## Work order
I need all the entries repeated exactly as written.

## Extracted data
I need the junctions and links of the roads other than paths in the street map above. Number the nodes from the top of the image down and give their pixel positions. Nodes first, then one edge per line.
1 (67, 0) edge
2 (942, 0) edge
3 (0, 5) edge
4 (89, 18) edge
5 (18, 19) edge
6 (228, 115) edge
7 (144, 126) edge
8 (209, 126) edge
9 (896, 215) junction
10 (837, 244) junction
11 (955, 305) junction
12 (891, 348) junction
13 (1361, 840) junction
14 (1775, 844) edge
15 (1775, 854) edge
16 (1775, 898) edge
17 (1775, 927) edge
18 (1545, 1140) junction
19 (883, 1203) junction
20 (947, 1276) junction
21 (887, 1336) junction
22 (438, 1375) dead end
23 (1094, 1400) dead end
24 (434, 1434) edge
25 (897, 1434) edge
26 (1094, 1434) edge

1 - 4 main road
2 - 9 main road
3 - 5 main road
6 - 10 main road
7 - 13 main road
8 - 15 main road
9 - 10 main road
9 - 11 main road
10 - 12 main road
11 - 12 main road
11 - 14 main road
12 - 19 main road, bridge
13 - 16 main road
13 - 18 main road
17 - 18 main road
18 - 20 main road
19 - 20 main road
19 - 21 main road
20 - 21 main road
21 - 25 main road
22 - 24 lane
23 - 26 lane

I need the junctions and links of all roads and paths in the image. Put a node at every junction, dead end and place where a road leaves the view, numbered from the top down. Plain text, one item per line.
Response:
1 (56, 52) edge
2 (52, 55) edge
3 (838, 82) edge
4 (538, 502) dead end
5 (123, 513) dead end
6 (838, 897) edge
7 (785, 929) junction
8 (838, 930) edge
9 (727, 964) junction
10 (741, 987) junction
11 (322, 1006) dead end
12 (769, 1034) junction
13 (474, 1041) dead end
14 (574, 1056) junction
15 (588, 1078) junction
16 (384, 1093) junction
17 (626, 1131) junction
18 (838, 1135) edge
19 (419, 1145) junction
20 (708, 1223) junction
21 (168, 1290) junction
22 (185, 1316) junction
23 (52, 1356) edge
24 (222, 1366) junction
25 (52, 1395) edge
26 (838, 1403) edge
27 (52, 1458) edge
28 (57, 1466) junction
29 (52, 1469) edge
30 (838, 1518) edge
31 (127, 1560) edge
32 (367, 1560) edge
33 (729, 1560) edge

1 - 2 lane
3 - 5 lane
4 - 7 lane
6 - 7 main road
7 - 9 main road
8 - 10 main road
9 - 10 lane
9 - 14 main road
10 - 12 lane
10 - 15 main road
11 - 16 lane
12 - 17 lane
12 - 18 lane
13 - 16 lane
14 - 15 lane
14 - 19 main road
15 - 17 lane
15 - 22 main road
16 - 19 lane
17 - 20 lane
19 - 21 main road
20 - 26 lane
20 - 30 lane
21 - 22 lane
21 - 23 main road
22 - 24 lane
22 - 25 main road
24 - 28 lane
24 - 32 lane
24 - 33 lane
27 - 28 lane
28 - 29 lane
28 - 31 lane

## Solution to this exercise
I need the junctions and links of the roads other than paths in the street map above. Number the nodes from the top of the image down and give their pixel positions. Nodes first, then one edge per line.
1 (67, 0) edge
2 (942, 0) edge
3 (0, 5) edge
4 (89, 18) edge
5 (18, 19) edge
6 (228, 115) edge
7 (144, 126) edge
8 (209, 126) edge
9 (896, 215) junction
10 (837, 244) junction
11 (955, 305) junction
12 (891, 348) junction
13 (1361, 840) junction
14 (1775, 844) edge
15 (1775, 854) edge
16 (1775, 898) edge
17 (1775, 927) edge
18 (1545, 1140) junction
19 (883, 1203) junction
20 (947, 1276) junction
21 (887, 1336) junction
22 (438, 1375) dead end
23 (1094, 1400) dead end
24 (434, 1434) edge
25 (897, 1434) edge
26 (1094, 1434) edge

1 - 4 main road
2 - 9 main road
3 - 5 main road
6 - 10 main road
7 - 13 main road
8 - 15 main road
9 - 10 main road
9 - 11 main road
10 - 12 main road
11 - 12 main road
11 - 14 main road
12 - 19 main road, bridge
13 - 16 main road
13 - 18 main road
17 - 18 main road
18 - 20 main road
19 - 20 main road
19 - 21 main road
20 - 21 main road
21 - 25 main road
22 - 24 lane
23 - 26 lane

I need the junctions and links of all roads and paths in the image. Put a node at every junction, dead end and place where a road leaves the view, numbered from the top down. Plain text, one item per line.
Response:
1 (56, 52) edge
2 (52, 55) edge
3 (838, 82) edge
4 (538, 502) dead end
5 (123, 513) dead end
6 (838, 897) edge
7 (785, 929) junction
8 (838, 930) edge
9 (727, 964) junction
10 (741, 987) junction
11 (322, 1006) dead end
12 (769, 1034) junction
13 (474, 1041) dead end
14 (574, 1056) junction
15 (588, 1078) junction
16 (384, 1093) junction
17 (626, 1131) junction
18 (838, 1135) edge
19 (419, 1145) junction
20 (708, 1223) junction
21 (168, 1290) junction
22 (185, 1316) junction
23 (52, 1356) edge
24 (222, 1366) junction
25 (52, 1395) edge
26 (838, 1403) edge
27 (52, 1458) edge
28 (57, 1466) junction
29 (52, 1469) edge
30 (838, 1518) edge
31 (127, 1560) edge
32 (367, 1560) edge
33 (729, 1560) edge

1 - 2 lane
3 - 5 lane
4 - 7 lane
6 - 7 main road
7 - 9 main road
8 - 10 main road
9 - 10 lane
9 - 14 main road
10 - 12 lane
10 - 15 main road
11 - 16 lane
12 - 17 lane
12 - 18 lane
13 - 16 lane
14 - 15 lane
14 - 19 main road
15 - 17 lane
15 - 22 main road
16 - 19 lane
17 - 20 lane
19 - 21 main road
20 - 26 lane
20 - 30 lane
21 - 22 lane
21 - 23 main road
22 - 24 lane
22 - 25 main road
24 - 28 lane
24 - 32 lane
24 - 33 lane
27 - 28 lane
28 - 29 lane
28 - 31 lane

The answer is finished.